Cruise deepfake clip. https://youtu.be/iyiOVUbsPcM?t=76

“CRUISE:” I’m gonna show you some magic. The real thing (laugh).

I mean it’s a little dumb that I’m playing that for you, because what you heard there is actually not computer-generated. So far, most deepfakes are AI-generated fake video. And in that Tom Cruise deepfake, the voice isn’t synthetic. The Tom Cruise voice there is an actor. I mean, a different actor. Not Tom Cruise. I really hope this makes sense.

Anyway.

If you had the good taste to listen to season 1 of “Unsung Science,” you may remember an episode about the rise of voice deepfakes. Here’s a synthetic rendition of me, closing out that episode:

DPFAKE: Well, in the end, voice synthesis is just another technology. What happens from here isn’t about the tool; it’s about whoever’s wielding it.

Now that’s what I call…a Dpfake! Get it? David Pogue, DP, my initials? Dpfake? Sounds kinda like deepfake?

OK.

Now, so far, most of the deepfake videos we’ve seen have clearly been intended for entertainment purposes. There was the Obama one…

OBAMA: Now, you see, I would never say these things. At least not in a public address.

A lot of Donald Trump ones…

TRUMP: I had no doubt I was going to win. No one was against me, the entire country’s with me, I have to tell you. Tremendous.

And here’s a decent Morgan Freeman…

MORGAN: What is your preception of reality? Is it the ability to capture, process, and make sense of the information our senses receive?

So those are just stunts. Just for fun. But every now and then, somebody makes a deepfake that’s really meant to trick us. Usually for political reasons.

For example, there was a deepfake of Ukrainian president Vladimir Zelenskyy, where he called on his armed forces to lay down their arms and surrender to Russia:

VLADIMIR: [use your favorite sentence from the clip]

And there was the time someone slowed down a video of speaker of the house Nancy Pelosi by 25%, to make it look like she was drunk:

“NANCY:” We want to give this president the opportunity to do something historic for this country.

Of course, that wasn’t technically a deepfake—no new audio or video was generated, and no AI was involved—but it was manipulated video, designed to mislead us for political goals.

As this Microsoft YouTube video points out,

HENRIQUE: Advances in computer graphics and machine learning have led to the general available of easy-to-use tools in modifying and synthesizing media. And that threatens to cast a doubt on the veracity of our media. At what point do we question everything we see and hear?

OK, so why don’t we just get a bunch of Big Tech geniuses to write software that can detect when a video is fake, and flag it?

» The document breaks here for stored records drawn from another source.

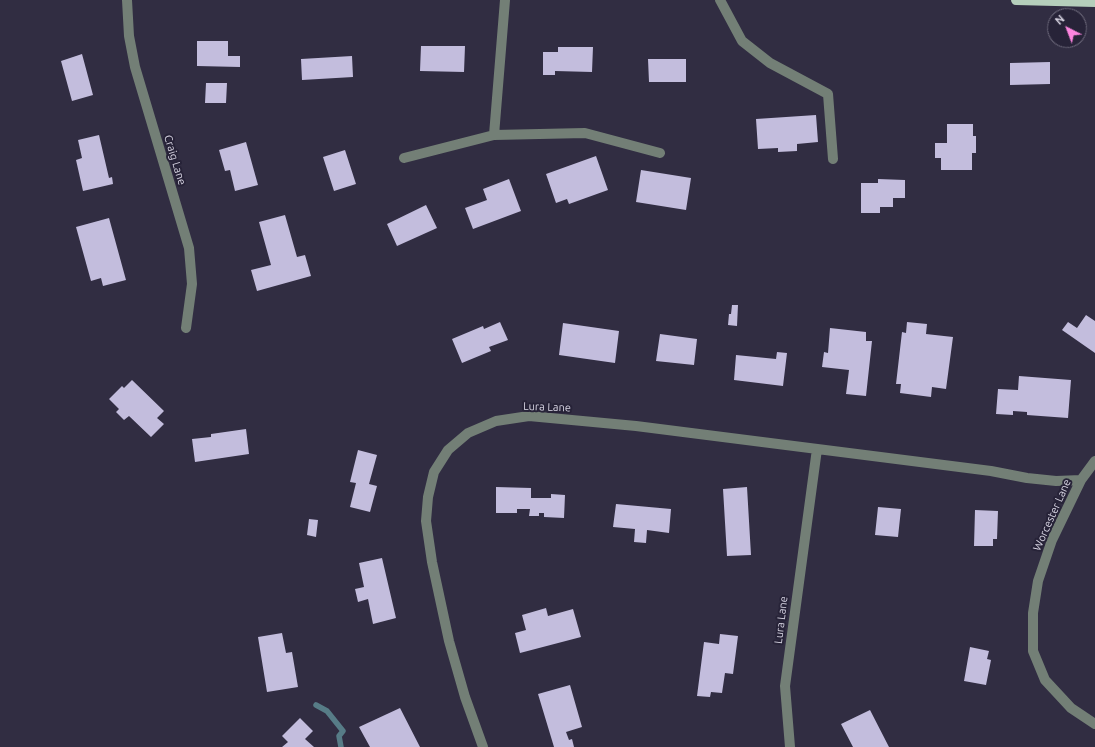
<!DOCTYPE html>
<html>
<head>
<meta charset="utf-8">
<style>
	body { margin:0 }
	#map { position:relative; width:1095px; height:747px; overflow:hidden; background:#312d42; font-family:Ubuntu,sans-serif }
	canvas { display:block }
	.north { position:absolute; left:1047px; top:8px; width:40px; height:40px; box-sizing:border-box; background:#272338; border:1px solid #6e6a7c; border-radius:50%; rotate:318deg; font-size:11px; font-weight:700; line-height:16px; text-align:center; color:#d8d5e3 }
	.north::after { content:''; display:block; margin:auto; width:14px; height:18px; background:#fe85e0; clip-path:polygon(50% 0,100% 100%,50% 72%,0 100%) }
</style>
</head>
<body>
<div id="map">
<canvas width="1095" height="747"></canvas>
<div class="north">N</div>
</div>
<script>
const ctx = document.querySelector('canvas').getContext('2d');
ctx.lineJoin = 'round';
function poly(rows) {
  const path = new Path2D();
  for (const r of rows) {
    path.moveTo(r[0], r[1]);
    for (let i = 2; i < r.length; i += 2) path.lineTo(r[i], r[i + 1]);
  }
  return path;
}
function stroke(path, color, width, dash) {
  ctx.strokeStyle = color;
  ctx.lineWidth = width;
  ctx.lineCap = dash ? 'butt' : 'round';
  ctx.setLineDash(dash || []);
  ctx.stroke(path);
}
function fill(path, color) {
  ctx.fillStyle = color;
  ctx.fill(path, 'evenodd');
}
function write(font, color, halo, rows, align = 'center') {
  ctx.font = font + ' Ubuntu,sans-serif';
  ctx.lineWidth = 4;
  ctx.setLineDash([]);
  ctx.textBaseline = 'middle';
  ctx.strokeStyle = halo;
  ctx.fillStyle = color;
  for (const [text, x, y, turn = 0] of rows) {
    ctx.save();
    ctx.translate(x, y);
    ctx.rotate((+turn || 0) * Math.PI / 180);
    ctx.textAlign = isNaN(turn) ? turn : align;
    if (halo) ctx.strokeText(text, 0, 0);
    ctx.fillText(text, 0, 0);
    ctx.restore();
  }
}
const stream = poly([
	[316,705,327,711,343,731,339,736,341,747]
]);
const building = poly([
	[197,41,228,41,228,56,240,56,240,67,197,66],
	[421,46,465,46,464,72,420,71],
	[558,47,593,47,592,72,555,71,555,75,543,75,543,52,558,52],
	[82,54,93,95,72,101,61,61],
	[352,56,353,77,302,80,301,59],
	[648,59,686,59,686,82,649,82],
	[1050,62,1050,84,1010,85,1010,63],
	[206,83,227,83,226,103,205,103],
	[816,115,818,142,797,144,797,151,778,152,778,148,758,149,756,119],
	[947,124,973,124,973,136,976,136,976,153,972,153,972,170,941,170,941,158,935,158,935,143,947,143],
	[99,135,109,178,112,177,113,184,83,191,76,160,82,158,78,140],
	[246,142,258,185,235,191,230,170,225,171,219,150],
	[345,150,356,184,334,191,323,157],
	[596,156,608,190,569,204,567,199,556,203,546,174],
	[641,170,691,178,686,210,636,202],
	[509,179,521,211,473,229,465,208,487,200,483,189],
	[878,179,905,180,905,198,893,198,893,207,880,207,880,213,861,213,861,183,878,183],
	[426,205,437,228,397,246,387,224],
	[285,215,297,257,305,255,311,276,257,291,251,270,271,265,259,222],
	[109,218,126,280,103,286,101,278,91,281,76,227],
	[732,305,738,305,737,326,728,325,729,314,731,314],
	[1086,315,1095,321,1095,353,1062,330,1068,322,1077,328],
	[500,322,508,340,489,347,491,351,462,363,452,339,483,326,484,329],
	[907,322,927,324,926,334,953,337,946,389,932,387,931,397,900,393,901,384,896,384,902,332,906,333],
	[563,323,619,331,615,363,559,355],
	[830,328,866,332,866,341,872,341,866,396,846,394,849,370,822,367,824,352,828,353],
	[660,334,697,339,694,365,656,361],
	[777,352,787,353,783,386,734,380,736,355,776,359],
	[1019,376,1071,380,1068,418,1027,415,1027,412,1013,411,1013,415,996,414,998,389,1018,390],
	[132,380,164,411,157,418,164,424,151,437,129,416,124,420,116,412,119,409,109,399,122,386,124,388],
	[246,429,249,454,195,462,192,439,211,437,211,434],
	[358,450,377,455,369,484,377,486,370,512,350,507,356,483,350,482],
	[496,487,531,488,531,498,551,498,551,494,565,495,564,518,544,517,544,513,539,513,539,516,529,516,530,509,517,509,517,513,496,513],
	[747,487,751,555,727,556,723,489],
	[616,504,671,509,669,533,647,530,646,543,634,542,635,529,613,527],
	[878,507,901,509,898,537,875,535],
	[975,510,998,511,997,539,993,539,993,546,974,546],
	[309,519,318,520,316,537,307,535],
	[382,558,396,618,373,624,368,599,358,602,355,589,364,587,359,563],
	[546,608,548,616,573,609,581,637,520,653,515,633,526,630,522,615],
	[282,633,286,653,292,652,298,687,267,692,258,637],
	[720,634,738,636,733,674,725,673,722,693,711,692,710,697,697,696,704,642,719,644],
	[970,647,989,651,987,659,991,660,986,685,964,681],
	[570,685,582,727,566,732,569,740,572,739,574,747,554,747,538,694],
	[400,708,420,747,370,747,359,727],
	[870,710,889,747,853,747,841,724],
	[300,718,313,731,305,739,314,747,282,747,288,742,282,736]
]);
const minor = poly([
	[127,0,129,36,135,67,189,248,192,284,186,328],
	[505,0,494,135,585,133,660,153],
	[720,0,742,41,770,63,828,94,833,159],
	[404,158,494,135],
	[1095,461,1081,480,1052,540,1038,581,1033,613,1033,651,1045,680,1071,708,1095,724],
	[483,747,465,697,449,641,432,562,426,521,428,497,434,472,448,450,468,433,496,421,529,416,636,426,991,471,1027,478,1056,481,1081,480],
	[790,747,785,686,817,449]
]);
const major = poly([
	[1016,0,1095,2]
]);
const streetNames = [
	["Craig Lane",175,160,73],
	["Lura Lane",547,407,2],
	["Worcester Lane",1052,515,-66],
	["Lura Lane",781,620,-83]
];
stroke(stream, '#577c87', 5.5);
fill(building, '#c3bddd');
stroke(minor, '#737f76', 10);
stroke(major, '#b5cebb', 10);
write('11px', '#d8d5e3', '#272338', streetNames);
</script>
</body>
</html>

Oh, trust me—they’ve tried! Adobe, Facebook, MIT, Microsoft, and the Department of Defense, among many others, have all tried to create deepfake detection software—and none of them really worked. At one point, Amazon, Facebook, Microsoft, and a bunch of researchers collaborated on a Deepfake Detection Challenge, where they gave away a million dollars to the winners of a contest to develop the best detection algorithm. The first-place winner managed to guess “real or fake” correctly—65% of the time. Wow man.

And yeah—detection software will get better. Unfortunately, so will the deepfakes themselves.

RAO: 15:03:28 / we met with– our image and AI scientists. / We said, “Can we detect this automatically?”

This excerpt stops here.